Caravan club Europe 2 book gives 3 classes for motorway tolls in Croatia. We have 3.4t motorhome 5.4m long 3m high Peugeot boxer with a luton over cab.

Book says Class 2 - vehicle with two or more axles, height up to 1.3m (measured from the front axle), including car + caravan and motorhome.

I have never seen the "(measured from the front axle)" before. From the centre of the wheel vertically to the windscreen is <1.3m, but the luton overlaps the axle and is >1.3m.

Class 3 is for >1.3m high and is >50% higher tolls!

Anybody been to Croatia recently and worked out what toll class they were for a 2005 era Sevel (Ducato/Boxer) luton motorhome :?:


----------



## Stanner (Aug 17, 2006)

The "height at front axle " is used by the M.6 toll and simply means that as the front axle passes a sensor the height of the vehicle is measured at that point - if it is over 1.3m ANYWHERE on that vertical line you pay the higher fee.

It means that a little Suzuki Carry van towing a trailer paid the same toll as a HGV with 3 to 6 axles. - Over 1.3m and 3 axles. 

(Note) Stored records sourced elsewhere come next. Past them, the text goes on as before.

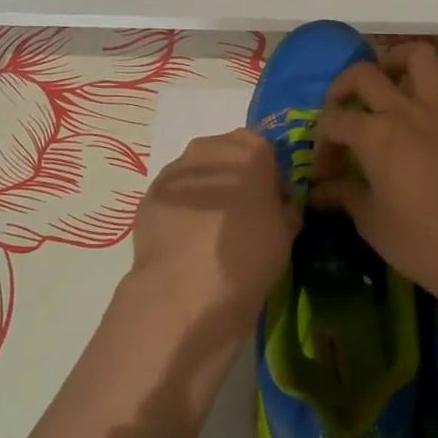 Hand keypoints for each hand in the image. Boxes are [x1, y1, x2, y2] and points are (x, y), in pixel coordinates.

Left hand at [128, 130, 298, 333]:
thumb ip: (284, 207)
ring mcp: (175, 170)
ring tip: (211, 232)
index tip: (272, 205)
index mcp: (249, 149)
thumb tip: (276, 206)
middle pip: (229, 155)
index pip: (266, 151)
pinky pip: (176, 195)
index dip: (271, 178)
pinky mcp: (149, 194)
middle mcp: (209, 148)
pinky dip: (183, 209)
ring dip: (208, 192)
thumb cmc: (248, 252)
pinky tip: (187, 241)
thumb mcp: (287, 231)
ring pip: (199, 174)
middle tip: (243, 217)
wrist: (185, 289)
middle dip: (237, 179)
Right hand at [310, 43, 437, 306]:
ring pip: (420, 57)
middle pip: (365, 75)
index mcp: (376, 137)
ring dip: (397, 59)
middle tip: (341, 113)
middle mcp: (407, 112)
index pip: (334, 120)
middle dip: (342, 88)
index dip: (321, 142)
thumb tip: (318, 192)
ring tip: (387, 79)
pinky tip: (434, 88)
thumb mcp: (371, 223)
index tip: (324, 172)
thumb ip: (344, 196)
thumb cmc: (421, 244) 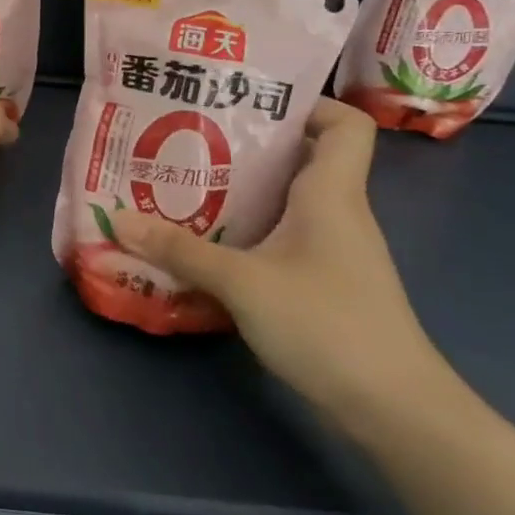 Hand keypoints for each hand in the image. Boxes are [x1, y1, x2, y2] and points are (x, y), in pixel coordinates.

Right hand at [112, 99, 457, 437]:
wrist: (396, 410)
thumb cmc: (328, 325)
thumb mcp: (242, 282)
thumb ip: (179, 249)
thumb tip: (118, 219)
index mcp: (332, 194)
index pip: (345, 125)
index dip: (309, 104)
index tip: (250, 103)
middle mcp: (338, 213)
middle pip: (304, 157)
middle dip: (249, 144)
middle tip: (191, 138)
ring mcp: (334, 250)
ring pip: (289, 199)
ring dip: (243, 189)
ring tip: (186, 183)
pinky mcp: (324, 282)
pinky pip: (284, 235)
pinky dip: (250, 228)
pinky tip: (209, 241)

http://www.m6toll.co.uk/pricing/vehicle-classification/


----------



## FoweyBoy (Dec 7, 2006)

Anyone any actual experience in Croatia?

Found this info in link http://www.hac.hr/en/toll-rates/price-list/ 
but its not clear which class a motorhome fits in (at least to me!).

CATEGORY VEHICLE
IA Motor vehicles with the properties of motorcycles, three-wheelers and four-wheelers
I Motor vehicles with two axles up to the 1.30 m measured at first axle except for motor vehicles from II b) category
II a) Motor vehicles with three or more axles up to 1.30 m measured at first axle, 
b) Motor vehicles with two axles greater than 1.90 m, and the maximum permissible weight does not exceed 3,500 kg
III Motor vehicles with two or three axles, with the height above 1.30 m measured at first axle with the maximum permissible weight over 3,500 kg and motors vehicles listed under II b) with trailers
IV Motor vehicles with four or more axles with the height greater than 1.30 m measured at first axle with the maximum permissible weight of over 3,500 kg.

Could be IIb, but our luton is over 1.90m!


----------



## Gary1944 (Feb 21, 2009)

Seems to be 2b as the height says GREATER than 1.90m. We used the m/way in Croatia for a short distance this year and it didn't seem particularly costly. We are 3.5t and under 3m high. Didn't notice the class we were charged.

Enjoy Croatia, we only got as far as Istria but really liked it.

Gary.


----------



## FoweyBoy (Dec 7, 2006)

Thanks Gary. I should have read the notes more carefully.

IIb. Motor vehicles with two axles greater than 1.90 m, and the maximum permissible weight does not exceed 3,500 kg

does cover us


----------